Note 2 Operations and Going Concern
These financial statements have been prepared using generally accepted accounting principles in the United States of America applicable to a going concern which assumes that the Company will realize its assets and discharge its liabilities in the ordinary course of business. As at June 30, 2008, the Company has a working capital deficiency of $579,319 and accumulated losses of $2,465,964 since inception and has yet to achieve profitable operations. The Company's ability to continue as a going concern is dependent upon obtaining the necessary financing to meet its obligations and pay its liabilities arising from normal business operations when they come due. The outcome of these matters cannot be predicted, with any certainty, at this time. These financial statements do not include any adjustments to the amounts and classifications of assets and liabilities that may be necessary should the Company be unable to continue as a going concern.
Note 3 Significant Accounting Policies
Financial Instruments
The carrying value of the Company's financial instruments, consisting of cash and cash equivalents, accounts payable and accrued liabilities, loans payable and demand loans approximate their fair value due to the short-term maturity of such instruments. Unless otherwise noted, it is management's opinion that the Company is not exposed to significant interest or credit risks arising from these financial instruments.
AMERICAN UNITED GOLD CORPORATION
(A Development Stage Company)
NOTES TO THE INTERIM FINANCIAL STATEMENTS
June 30, 2008
(Stated in US Dollars)
(Unaudited)Note 3 Significant Accounting Policies (Continued)
Measurement uncertainty
The Company has recorded $185,194 of trade accounts payable as at June 30, 2008. Approximately 94% of the trade payables relate to a former business operation that the Company had discontinued during the year ended September 30, 2005. The final settled amount may differ materially from the carrying value due to uncertainty relating to the continuing existence of all suppliers and to possible differences caused by future settlement negotiations. The range of measurement uncertainty is not determinable.

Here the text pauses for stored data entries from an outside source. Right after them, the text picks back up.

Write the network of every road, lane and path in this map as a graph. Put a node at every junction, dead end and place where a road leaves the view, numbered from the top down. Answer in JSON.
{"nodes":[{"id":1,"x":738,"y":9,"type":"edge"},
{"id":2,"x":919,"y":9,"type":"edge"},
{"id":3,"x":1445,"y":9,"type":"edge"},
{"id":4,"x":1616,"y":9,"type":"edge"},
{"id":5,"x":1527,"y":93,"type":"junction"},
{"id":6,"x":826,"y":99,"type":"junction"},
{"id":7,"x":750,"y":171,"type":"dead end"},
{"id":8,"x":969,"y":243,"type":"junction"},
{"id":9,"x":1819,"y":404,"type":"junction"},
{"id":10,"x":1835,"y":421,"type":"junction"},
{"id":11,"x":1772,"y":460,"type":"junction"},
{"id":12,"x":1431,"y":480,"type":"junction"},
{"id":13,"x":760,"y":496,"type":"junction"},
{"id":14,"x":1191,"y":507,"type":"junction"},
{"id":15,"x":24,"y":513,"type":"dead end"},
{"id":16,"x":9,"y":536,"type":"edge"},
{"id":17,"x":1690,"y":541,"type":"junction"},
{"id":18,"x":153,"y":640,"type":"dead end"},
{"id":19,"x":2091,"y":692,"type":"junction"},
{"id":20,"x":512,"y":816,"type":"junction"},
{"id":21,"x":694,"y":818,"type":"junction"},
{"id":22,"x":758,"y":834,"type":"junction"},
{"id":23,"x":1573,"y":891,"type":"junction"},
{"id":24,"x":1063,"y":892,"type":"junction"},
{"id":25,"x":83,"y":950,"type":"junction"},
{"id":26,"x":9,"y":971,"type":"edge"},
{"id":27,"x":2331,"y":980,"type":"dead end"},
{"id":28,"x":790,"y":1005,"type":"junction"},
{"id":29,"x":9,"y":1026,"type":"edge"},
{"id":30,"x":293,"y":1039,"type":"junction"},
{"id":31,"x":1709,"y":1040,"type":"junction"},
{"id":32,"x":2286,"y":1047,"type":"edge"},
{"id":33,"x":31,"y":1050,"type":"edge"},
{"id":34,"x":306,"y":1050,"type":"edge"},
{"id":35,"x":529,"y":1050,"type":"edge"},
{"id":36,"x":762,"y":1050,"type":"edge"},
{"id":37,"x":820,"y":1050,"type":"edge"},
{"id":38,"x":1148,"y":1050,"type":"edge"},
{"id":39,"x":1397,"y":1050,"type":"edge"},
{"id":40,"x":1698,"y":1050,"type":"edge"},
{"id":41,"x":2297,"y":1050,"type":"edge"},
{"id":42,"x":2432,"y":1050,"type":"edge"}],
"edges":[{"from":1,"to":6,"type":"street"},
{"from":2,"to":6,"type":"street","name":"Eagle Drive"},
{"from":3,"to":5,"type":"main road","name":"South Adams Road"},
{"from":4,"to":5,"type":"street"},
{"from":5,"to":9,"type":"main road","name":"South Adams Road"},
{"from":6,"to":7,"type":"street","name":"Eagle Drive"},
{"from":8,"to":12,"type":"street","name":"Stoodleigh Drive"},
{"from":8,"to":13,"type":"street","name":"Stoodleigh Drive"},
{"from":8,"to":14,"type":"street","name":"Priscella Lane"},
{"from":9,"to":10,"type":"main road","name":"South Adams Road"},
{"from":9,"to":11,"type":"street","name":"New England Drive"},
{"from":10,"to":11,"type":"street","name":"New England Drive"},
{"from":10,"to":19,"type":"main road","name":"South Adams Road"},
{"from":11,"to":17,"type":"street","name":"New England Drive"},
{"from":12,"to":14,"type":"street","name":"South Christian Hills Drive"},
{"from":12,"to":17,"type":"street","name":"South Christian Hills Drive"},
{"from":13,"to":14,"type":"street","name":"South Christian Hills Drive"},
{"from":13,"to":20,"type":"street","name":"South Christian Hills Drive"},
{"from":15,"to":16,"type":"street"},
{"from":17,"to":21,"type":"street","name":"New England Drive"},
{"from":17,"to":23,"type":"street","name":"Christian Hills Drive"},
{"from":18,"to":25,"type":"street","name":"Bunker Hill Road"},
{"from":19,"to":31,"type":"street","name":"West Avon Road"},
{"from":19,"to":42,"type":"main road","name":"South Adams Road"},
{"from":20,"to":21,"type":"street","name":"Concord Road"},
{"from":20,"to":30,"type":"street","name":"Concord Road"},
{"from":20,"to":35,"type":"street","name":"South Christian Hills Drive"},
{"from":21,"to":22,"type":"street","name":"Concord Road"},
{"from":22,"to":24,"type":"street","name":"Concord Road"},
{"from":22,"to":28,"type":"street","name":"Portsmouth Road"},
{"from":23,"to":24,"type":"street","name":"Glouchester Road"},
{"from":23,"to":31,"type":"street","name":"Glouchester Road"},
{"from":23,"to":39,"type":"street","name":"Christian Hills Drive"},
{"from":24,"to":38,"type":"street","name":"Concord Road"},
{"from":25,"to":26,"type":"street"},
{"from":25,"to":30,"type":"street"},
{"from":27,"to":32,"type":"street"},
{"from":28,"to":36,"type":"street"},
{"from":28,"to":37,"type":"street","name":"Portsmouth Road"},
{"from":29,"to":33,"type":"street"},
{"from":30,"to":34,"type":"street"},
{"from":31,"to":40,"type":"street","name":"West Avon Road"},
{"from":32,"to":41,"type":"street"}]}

Recent Accounting Pronouncements
In September 2006, the FASB issued SFAS No. 157, "Fair Value Measurements". The objective of SFAS No. 157 is to increase consistency and comparability in fair value measurements and to expand disclosures about fair value measurements. SFAS No. 157 defines fair value, establishes a framework for measuring fair value in generally accepted accounting principles, and expands disclosures about fair value measurements. SFAS No. 157 applies under other accounting pronouncements that require or permit fair value measurements and does not require any new fair value measurements. The provisions of SFAS No. 157 are effective for fair value measurements made in fiscal years beginning after November 15, 2007. The adoption of this statement is not expected to have a material effect on the Company's future reported financial position or results of operations.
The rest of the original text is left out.